Health promotion, as we have defined it, is based on values including, among others, social justice and equity [26]. This implies for the people the right and the opportunity to participate actively in decisions affecting their health and their life in general. On a national scale, this would justify the option for a political model that promotes the freedom and expression of citizens on decision-making affecting the life of the city. There is no doubt that this model is a democratic model. Wallerstein confirms that the political model that enables community participation and empowerment with a positive impact on health is one where good governance and respect for rights and freedoms are key values [27]. This means that the conditions that must be met by the national political level for the implementation of the concept of health promotion in the fight against the FHL are related to democracy. One of them is the decentralization of the health system in order to take into account the specificity of each context that meets one of the main values of health promotion.
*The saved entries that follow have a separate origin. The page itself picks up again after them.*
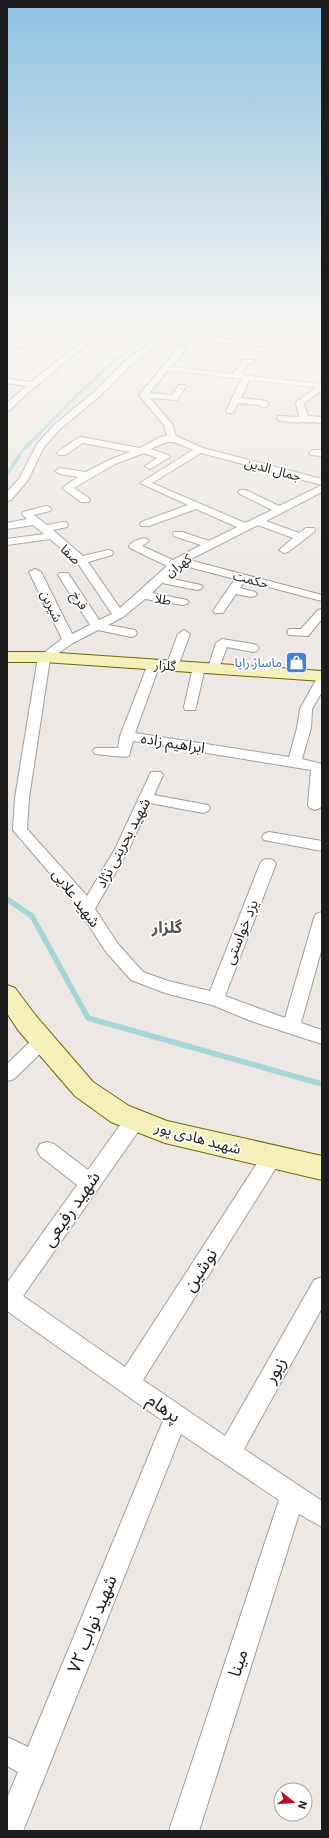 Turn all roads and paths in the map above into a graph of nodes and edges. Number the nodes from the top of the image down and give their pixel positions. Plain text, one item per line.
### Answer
1 (79, 409) edge
2 (155, 409) edge
3 (301, 409) edge
4 (281, 418) dead end
5 (302, 419) junction
6 (321, 423) edge
7 (297, 429) dead end
8 (172, 438) junction
9 (142, 450) junction
10 (200, 450) junction
11 (62, 453) dead end
12 (150, 466) dead end
13 (60, 471) dead end
14 (87, 475) junction
15 (322, 482) edge
16 (322, 488) edge
17 (307, 496) junction
18 (242, 497) dead end
19 (7, 498) edge
20 (85, 500) dead end
21 (322, 500) edge
22 (195, 506) junction
23 (46, 509) dead end
24 (280, 510) junction
25 (36, 521) junction
26 (257, 521) junction
27 (144, 524) dead end
28 (63, 525) dead end
29 (7, 526) edge
30 (246, 527) junction
31 (310, 530) dead end
32 (48, 532) junction
33 (178, 534) dead end
34 (300, 537) junction
35 (144, 541) dead end
36 (7, 542) edge
37 (210, 545) junction
38 (284, 550) dead end
39 (108, 553) dead end
40 (80, 560) junction
41 (177, 563) junction
42 (35, 572) dead end
43 (64, 575) dead end
44 (242, 577) junction
45 (158, 579) junction
46 (197, 587) dead end
47 (233, 590) junction
48 (251, 594) dead end
49 (143, 595) junction
50 (322, 598) edge
51 (183, 602) dead end
52 (219, 611) dead end
53 (119, 615) junction
54 (299, 617) dead end
55 (320, 618) edge
56 (97, 626) junction
57 (293, 632) dead end
58 (131, 633) dead end
59 (184, 634) dead end
60 (69, 640) junction
61 (253, 648) dead end
62 (7, 657) edge
63 (44, 657) junction
64 (154, 664) junction
65 (172, 666) junction
66 (206, 668) junction
67 (322, 676) edge
68 (322, 680) edge
69 (190, 707) dead end
70 (126, 736) junction
71 (100, 751) dead end
72 (294, 762) junction
73 (156, 775) dead end
74 (147, 798) junction
75 (315, 805) dead end
76 (203, 808) dead end
77 (13, 831) edge
78 (268, 836) dead end
79 (322, 846) edge
80 (268, 864) dead end
81 (87, 910) junction
82 (322, 918) edge
83 (215, 999) junction
84 (8, 1000) edge
85 (292, 1026) junction
86 (322, 1037) edge
87 (42, 1041) junction
88 (8, 1074) dead end
89 (135, 1120) junction
90 (47, 1150) dead end
91 (272, 1157) junction
92 (322, 1168) edge
93 (90, 1183) junction
94 (322, 1287) edge
95 (7, 1298) edge
96 (128, 1383) junction
97 (176, 1417) junction
98 (229, 1452) junction
99 (293, 1495) junction
100 (322, 1515) edge
101 (7, 1750) edge
102 (34, 1766) junction
103 (8, 1831) edge
104 (184, 1831) edge

1 - 19 street
2 - 8 street
3 - 5 street
4 - 5 street
5 - 6 street
5 - 7 street
8 - 9 street
8 - 10 street, جمال الدین
9 - 11 street
9 - 12 street
9 - 14 street
10 - 15 street, جمال الدین
10 - 22 street
13 - 14 street
14 - 20 street
16 - 17 street, کهران
17 - 21 street
17 - 24 street, کهران
18 - 24 street
22 - 27 street
22 - 30 street
23 - 25 street
24 - 26 street, کهران
25 - 29 street
25 - 32 street, صفا
26 - 30 street, کهران
26 - 34 street
28 - 32 street
30 - 37 street, کهران
31 - 34 street
32 - 36 street
32 - 40 street, صفا
33 - 37 street
34 - 38 street
35 - 41 street, حکمت
37 - 41 street, کهران
39 - 40 street
40 - 53 street, صفا
41 - 44 street, حکمت
41 - 45 street, کهران
42 - 60 street, شیرین
43 - 56 street, فرخ
44 - 47 street
44 - 50 street, حکمت
45 - 46 street
45 - 49 street, کهران
47 - 48 street
47 - 52 street
49 - 51 street, طلا
49 - 53 street, کهران
53 - 56 street, کهران
54 - 55 street
55 - 57 street
56 - 58 street
56 - 60 street, کهران
59 - 65 street
60 - 63 street, کهران
61 - 66 street
62 - 63 main road, گلزار
63 - 64 main road, گلزار
63 - 77 street, شهید علایی
64 - 65 main road, گلزار
64 - 70 street, ابراهیم زاده
65 - 66 main road, گلزار
66 - 67 main road, گلزار
66 - 69 street
68 - 72 street
70 - 71 street
70 - 72 street, ابراهیم زاده
72 - 75 street, ابراهیم زاده
73 - 74 street, شهید بحرینی نژاد
74 - 76 street
74 - 81 street, شهید بحرینی نژاد
77 - 81 street, شهید علایی
78 - 79 street
80 - 83 street, یزد خواستی
81 - 83 street, شهید علایی
82 - 85 street
83 - 85 street, شهید علایی
84 - 87 main road, شهید هادی پور
85 - 86 street, شهید علایی
87 - 88 street
87 - 89 main road, شهید هادی پور
89 - 91 main road, شهید هادی پور
89 - 93 street, شهید رفیعی
90 - 93 street
91 - 92 main road, شهید هادی پور
91 - 96 street, نوشین
93 - 95 street, شهید رفیعی
94 - 98 street, زیور
95 - 96 street, پرهام
96 - 97 street, پرهام
97 - 98 street, پرهام
97 - 102 street, شهید نواب ۷۲
98 - 99 street, پرهام
99 - 100 street, پرهام
99 - 104 street, مینا
101 - 102 street
102 - 103 street, شهید نواب ۷۲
In order to go further, people in such a democracy should have the opportunity to ripen solutions to problems in order to allow the central level to take into account the specificities that characterize each region. That said, we are still far from this form of democracy, even though Benin remains a pioneer in this area in Africa as a whole. But with the level of progress of the democratic system in Benin, we are entitled to expect the implementation of a health promotion strategy for the fight against the LHF.

6. Conclusions

The fight against infectious diseases, particularly Lassa hemorrhagic fever (LHF), remains a major challenge facing developing countries like Benin.

The communities in which the cases emerge were generally illiterate, of low socio-economic status, and had poor knowledge of LHF, which explains rat consumption practices, poor food and environmental hygiene, and harmful practices that could lead to contamination of the LHF. Since there is no cross-border prevention measure, the commune bordering Nigeria is still susceptible to the outbreak of the Lassa virus epidemic. To fight effectively against the LHF, it is necessary to act on these different social determinants of health with the support of the other sectors while putting at the heart of the actions the community to which one must give the power to make its empowerment. Thus, actions and interventions can last in time and will be sustainable.

Conflicts of Interest

The authors declare no conflicts of interest regarding the publication of this paper.